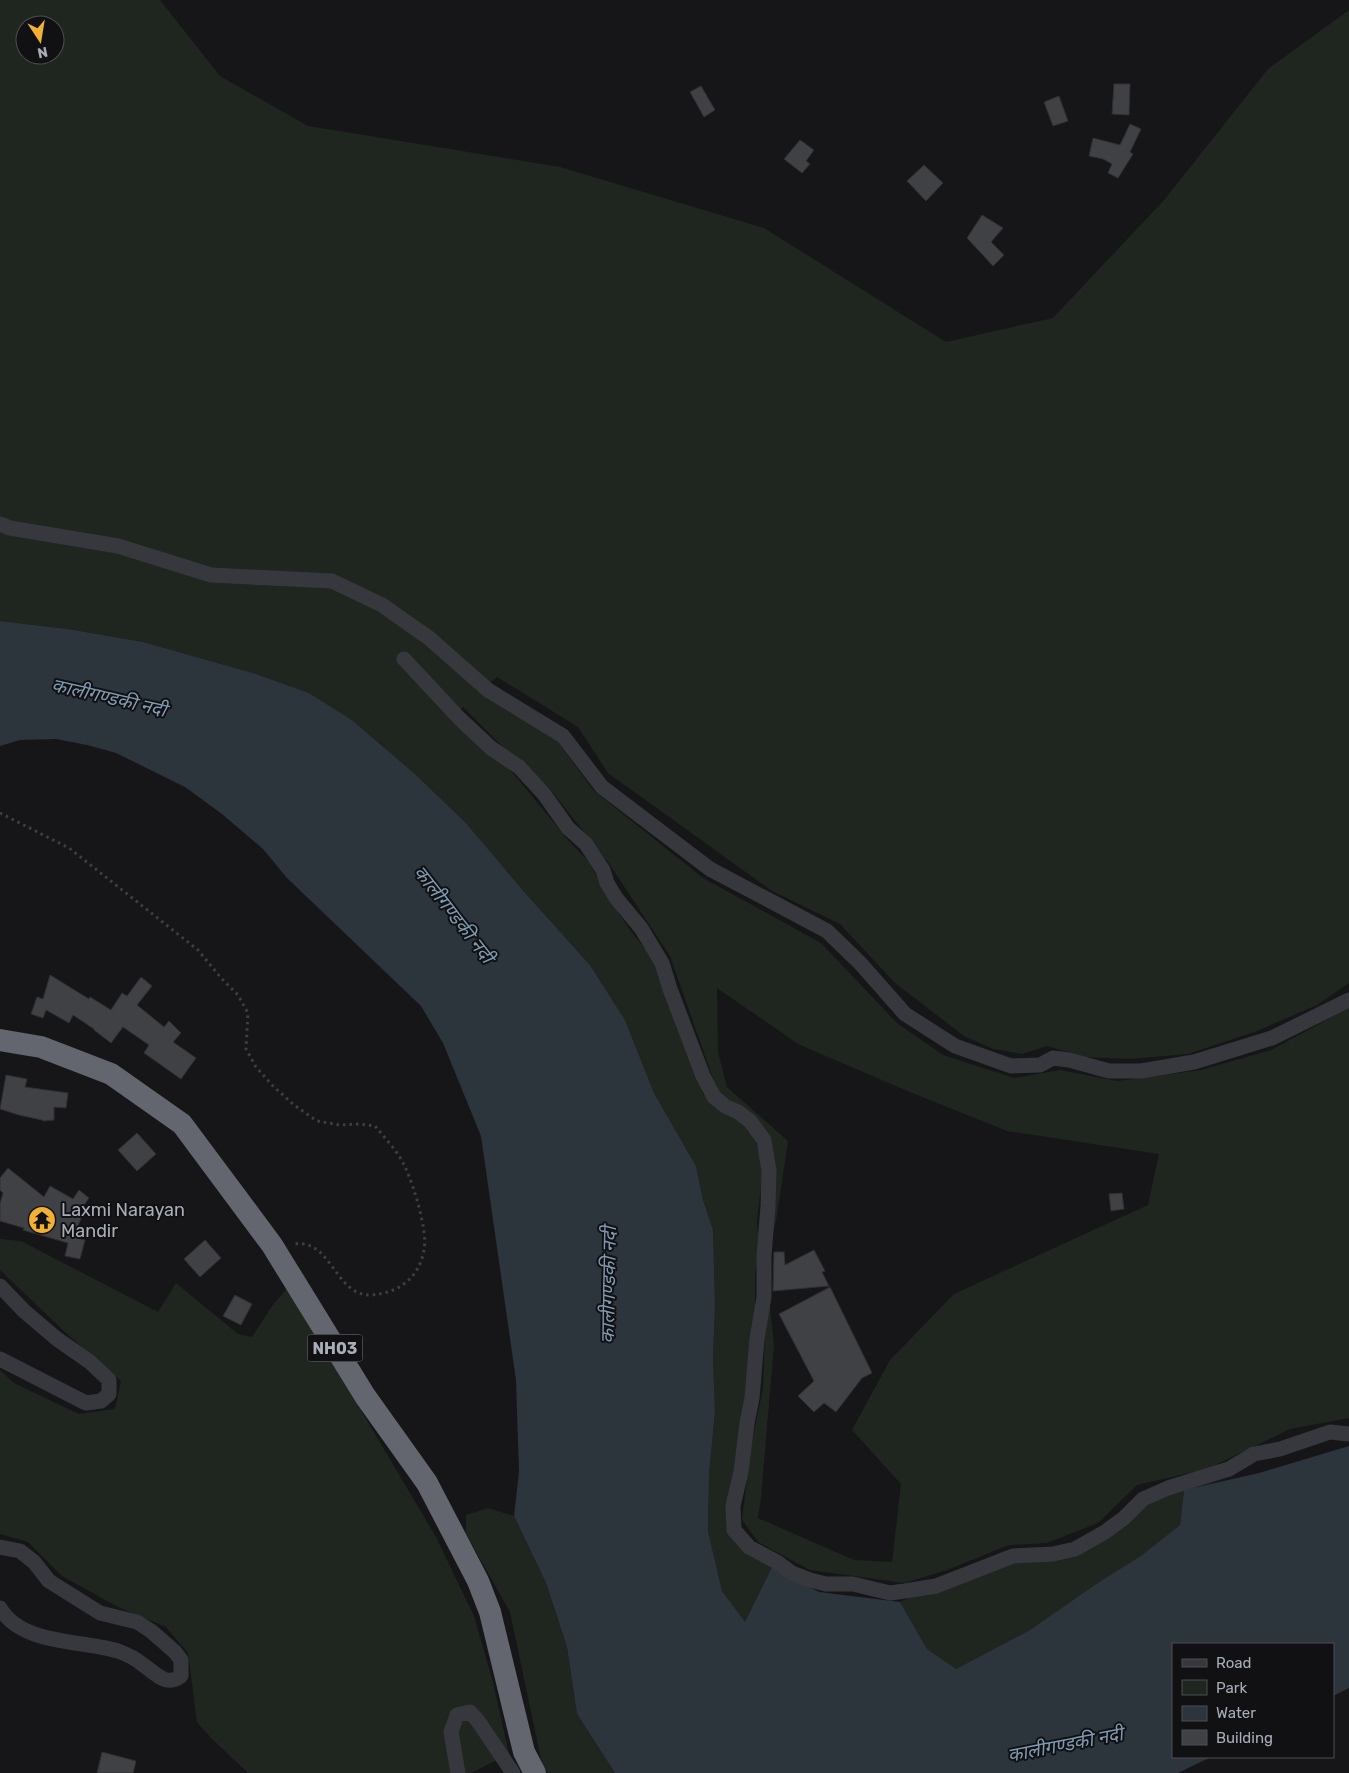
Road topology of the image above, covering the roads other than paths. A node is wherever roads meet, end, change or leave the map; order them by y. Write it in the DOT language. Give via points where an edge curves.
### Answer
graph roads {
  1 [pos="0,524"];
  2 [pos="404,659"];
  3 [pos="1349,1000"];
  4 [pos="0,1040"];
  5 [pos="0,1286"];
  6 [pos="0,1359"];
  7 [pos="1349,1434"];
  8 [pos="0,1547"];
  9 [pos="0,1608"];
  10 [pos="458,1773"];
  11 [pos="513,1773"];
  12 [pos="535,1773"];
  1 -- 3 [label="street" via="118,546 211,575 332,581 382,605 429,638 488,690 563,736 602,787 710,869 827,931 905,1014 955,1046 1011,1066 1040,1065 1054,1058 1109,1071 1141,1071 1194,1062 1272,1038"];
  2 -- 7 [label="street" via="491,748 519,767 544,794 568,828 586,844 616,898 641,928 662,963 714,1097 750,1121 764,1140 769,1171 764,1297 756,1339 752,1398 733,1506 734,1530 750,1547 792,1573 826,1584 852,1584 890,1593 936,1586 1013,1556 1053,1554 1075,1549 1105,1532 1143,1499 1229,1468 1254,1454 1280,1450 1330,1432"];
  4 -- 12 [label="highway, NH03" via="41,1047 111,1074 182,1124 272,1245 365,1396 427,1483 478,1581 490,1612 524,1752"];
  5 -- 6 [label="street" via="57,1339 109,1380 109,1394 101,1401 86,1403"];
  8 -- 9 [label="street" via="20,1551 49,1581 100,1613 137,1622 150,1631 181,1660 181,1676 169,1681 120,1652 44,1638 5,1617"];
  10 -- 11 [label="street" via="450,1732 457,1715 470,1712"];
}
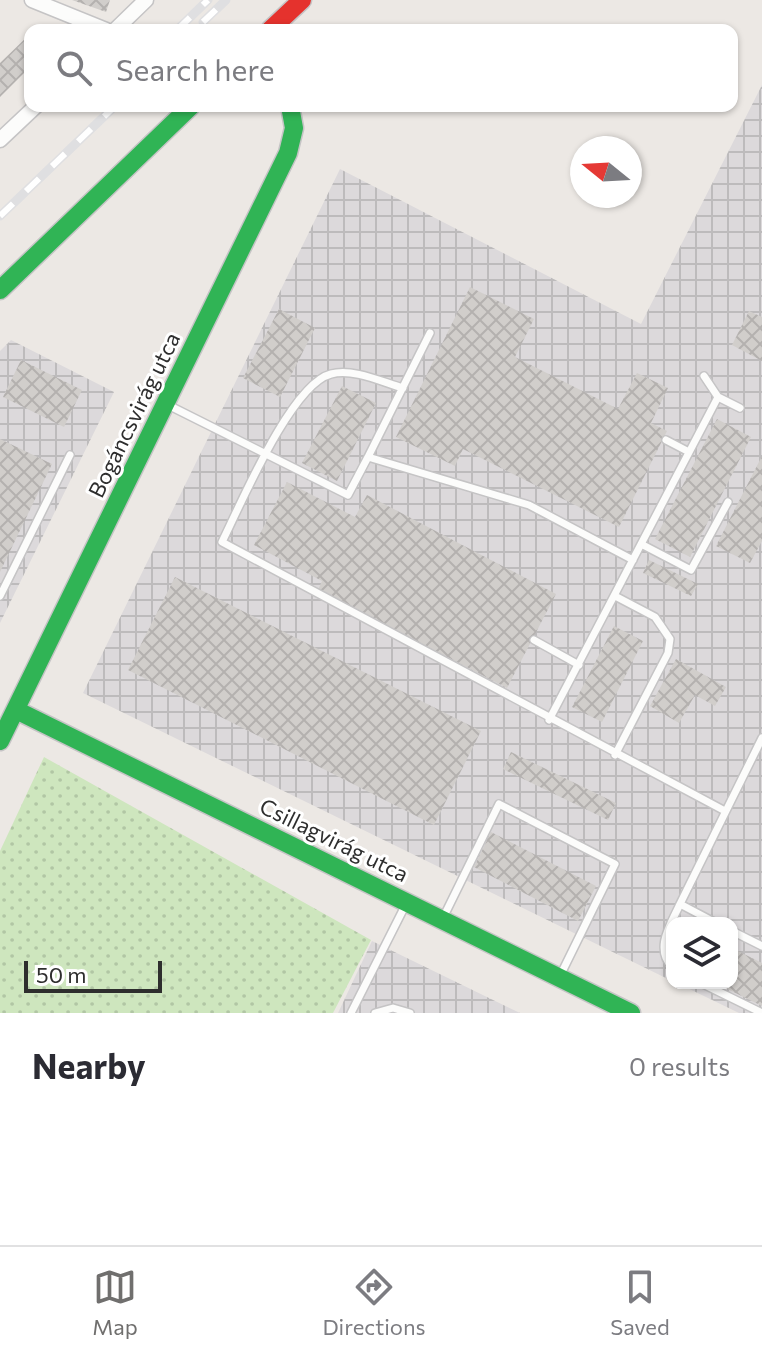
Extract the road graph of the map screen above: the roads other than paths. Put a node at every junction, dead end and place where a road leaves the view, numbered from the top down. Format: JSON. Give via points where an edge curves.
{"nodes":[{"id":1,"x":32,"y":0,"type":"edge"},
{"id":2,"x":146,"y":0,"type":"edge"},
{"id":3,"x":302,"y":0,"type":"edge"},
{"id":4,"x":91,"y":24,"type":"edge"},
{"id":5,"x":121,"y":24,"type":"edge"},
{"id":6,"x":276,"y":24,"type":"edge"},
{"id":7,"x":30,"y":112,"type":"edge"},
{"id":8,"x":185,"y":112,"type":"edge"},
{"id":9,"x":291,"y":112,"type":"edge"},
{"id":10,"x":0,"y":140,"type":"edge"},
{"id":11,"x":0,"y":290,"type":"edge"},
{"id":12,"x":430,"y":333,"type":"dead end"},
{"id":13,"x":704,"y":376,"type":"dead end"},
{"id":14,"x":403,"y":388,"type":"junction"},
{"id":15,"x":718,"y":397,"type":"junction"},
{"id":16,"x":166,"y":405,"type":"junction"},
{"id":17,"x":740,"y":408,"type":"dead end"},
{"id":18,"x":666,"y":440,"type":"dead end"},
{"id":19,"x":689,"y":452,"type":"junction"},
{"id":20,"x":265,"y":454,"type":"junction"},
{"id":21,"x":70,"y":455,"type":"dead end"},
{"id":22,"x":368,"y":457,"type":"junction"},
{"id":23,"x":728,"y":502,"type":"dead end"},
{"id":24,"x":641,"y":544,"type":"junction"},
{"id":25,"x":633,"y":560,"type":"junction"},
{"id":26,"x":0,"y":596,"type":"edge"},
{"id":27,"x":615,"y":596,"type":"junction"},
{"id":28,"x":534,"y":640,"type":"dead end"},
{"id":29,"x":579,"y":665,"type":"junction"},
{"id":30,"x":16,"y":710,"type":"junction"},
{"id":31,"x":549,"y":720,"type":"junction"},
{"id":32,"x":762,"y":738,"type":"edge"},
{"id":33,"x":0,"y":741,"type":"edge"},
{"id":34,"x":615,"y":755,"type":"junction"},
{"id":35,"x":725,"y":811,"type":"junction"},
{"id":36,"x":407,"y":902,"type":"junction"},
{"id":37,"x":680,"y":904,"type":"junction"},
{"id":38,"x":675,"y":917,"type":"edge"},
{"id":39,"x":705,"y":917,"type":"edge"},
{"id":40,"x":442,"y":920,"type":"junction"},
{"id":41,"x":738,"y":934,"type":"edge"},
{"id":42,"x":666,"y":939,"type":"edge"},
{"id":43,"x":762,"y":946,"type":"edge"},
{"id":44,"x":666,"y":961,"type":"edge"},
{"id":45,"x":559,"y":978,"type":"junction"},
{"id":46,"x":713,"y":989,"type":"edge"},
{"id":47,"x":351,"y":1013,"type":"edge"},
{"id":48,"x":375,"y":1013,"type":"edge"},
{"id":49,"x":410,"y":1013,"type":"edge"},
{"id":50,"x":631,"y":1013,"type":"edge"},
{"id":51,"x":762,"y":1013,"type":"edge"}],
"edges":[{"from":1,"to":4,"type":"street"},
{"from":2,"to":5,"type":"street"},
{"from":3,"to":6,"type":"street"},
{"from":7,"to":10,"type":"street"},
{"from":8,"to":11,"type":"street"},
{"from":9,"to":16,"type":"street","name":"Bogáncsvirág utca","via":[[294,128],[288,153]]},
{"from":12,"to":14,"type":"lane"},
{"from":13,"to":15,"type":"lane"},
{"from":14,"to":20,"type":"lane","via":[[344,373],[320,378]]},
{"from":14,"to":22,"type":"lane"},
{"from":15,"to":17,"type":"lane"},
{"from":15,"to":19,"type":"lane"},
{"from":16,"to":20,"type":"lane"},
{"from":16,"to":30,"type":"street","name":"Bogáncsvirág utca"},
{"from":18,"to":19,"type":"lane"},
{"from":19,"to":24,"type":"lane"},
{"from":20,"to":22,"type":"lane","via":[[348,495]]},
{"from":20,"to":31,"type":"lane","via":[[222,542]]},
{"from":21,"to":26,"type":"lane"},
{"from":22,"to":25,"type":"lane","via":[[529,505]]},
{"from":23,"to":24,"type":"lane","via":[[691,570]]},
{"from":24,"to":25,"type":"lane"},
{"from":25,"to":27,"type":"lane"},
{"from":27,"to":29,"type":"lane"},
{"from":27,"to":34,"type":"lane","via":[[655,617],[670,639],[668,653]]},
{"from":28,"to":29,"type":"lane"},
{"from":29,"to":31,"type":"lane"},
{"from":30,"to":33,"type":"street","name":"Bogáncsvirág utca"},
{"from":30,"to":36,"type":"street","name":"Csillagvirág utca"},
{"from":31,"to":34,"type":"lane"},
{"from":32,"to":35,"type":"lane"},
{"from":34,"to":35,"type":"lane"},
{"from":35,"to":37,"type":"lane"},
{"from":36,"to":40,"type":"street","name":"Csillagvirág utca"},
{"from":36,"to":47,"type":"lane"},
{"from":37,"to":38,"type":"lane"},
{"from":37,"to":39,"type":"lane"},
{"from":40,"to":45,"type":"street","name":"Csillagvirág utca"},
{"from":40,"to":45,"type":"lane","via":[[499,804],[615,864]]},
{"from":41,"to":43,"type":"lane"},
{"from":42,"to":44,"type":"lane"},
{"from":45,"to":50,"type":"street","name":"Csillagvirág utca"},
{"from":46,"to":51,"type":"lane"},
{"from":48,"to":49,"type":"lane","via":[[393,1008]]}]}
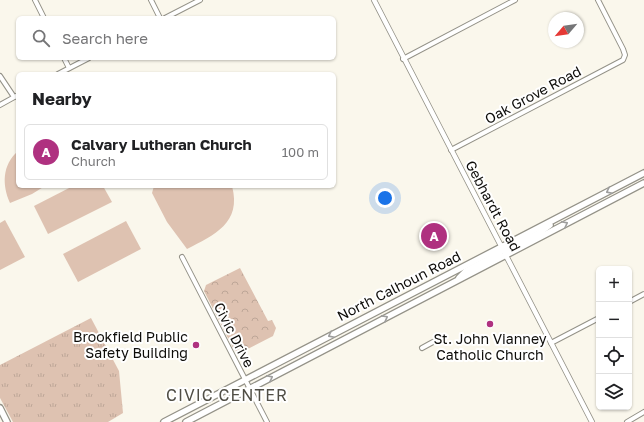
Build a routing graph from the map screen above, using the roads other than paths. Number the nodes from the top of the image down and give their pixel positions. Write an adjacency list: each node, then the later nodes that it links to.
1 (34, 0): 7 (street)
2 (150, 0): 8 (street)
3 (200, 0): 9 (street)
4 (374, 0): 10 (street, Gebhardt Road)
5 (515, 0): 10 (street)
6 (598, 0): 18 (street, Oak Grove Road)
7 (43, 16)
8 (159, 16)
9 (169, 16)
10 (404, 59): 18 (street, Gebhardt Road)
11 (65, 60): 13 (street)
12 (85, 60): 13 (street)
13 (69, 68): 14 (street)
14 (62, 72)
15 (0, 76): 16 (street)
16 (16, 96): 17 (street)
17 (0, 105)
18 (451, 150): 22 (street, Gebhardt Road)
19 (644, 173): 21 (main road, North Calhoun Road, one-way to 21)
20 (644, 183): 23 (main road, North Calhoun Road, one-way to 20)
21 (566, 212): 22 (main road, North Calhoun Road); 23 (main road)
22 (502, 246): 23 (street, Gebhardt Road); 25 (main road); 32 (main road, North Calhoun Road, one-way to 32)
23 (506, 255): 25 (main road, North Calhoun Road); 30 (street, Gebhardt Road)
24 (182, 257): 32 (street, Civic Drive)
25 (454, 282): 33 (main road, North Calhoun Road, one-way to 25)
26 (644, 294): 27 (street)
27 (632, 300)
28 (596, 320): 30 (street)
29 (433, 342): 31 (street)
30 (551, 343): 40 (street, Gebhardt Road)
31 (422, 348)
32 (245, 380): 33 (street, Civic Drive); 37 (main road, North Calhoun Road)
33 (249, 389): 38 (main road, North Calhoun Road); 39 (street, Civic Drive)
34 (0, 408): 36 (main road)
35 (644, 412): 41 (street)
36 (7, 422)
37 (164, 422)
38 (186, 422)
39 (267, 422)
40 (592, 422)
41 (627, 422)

## WORK TASK
Gather each line of the records holding the string "utca".

## ANSWER FOR THIS EXERCISE
{"from":9,"to":16,"type":"street","name":"Bogáncsvirág utca","via":[[294,128],[288,153]]},
{"from":16,"to":30,"type":"street","name":"Bogáncsvirág utca"},
{"from":30,"to":33,"type":"street","name":"Bogáncsvirág utca"},
{"from":30,"to":36,"type":"street","name":"Csillagvirág utca"},
{"from":36,"to":40,"type":"street","name":"Csillagvirág utca"},
{"from":40,"to":45,"type":"street","name":"Csillagvirág utca"},
{"from":45,"to":50,"type":"street","name":"Csillagvirág utca"},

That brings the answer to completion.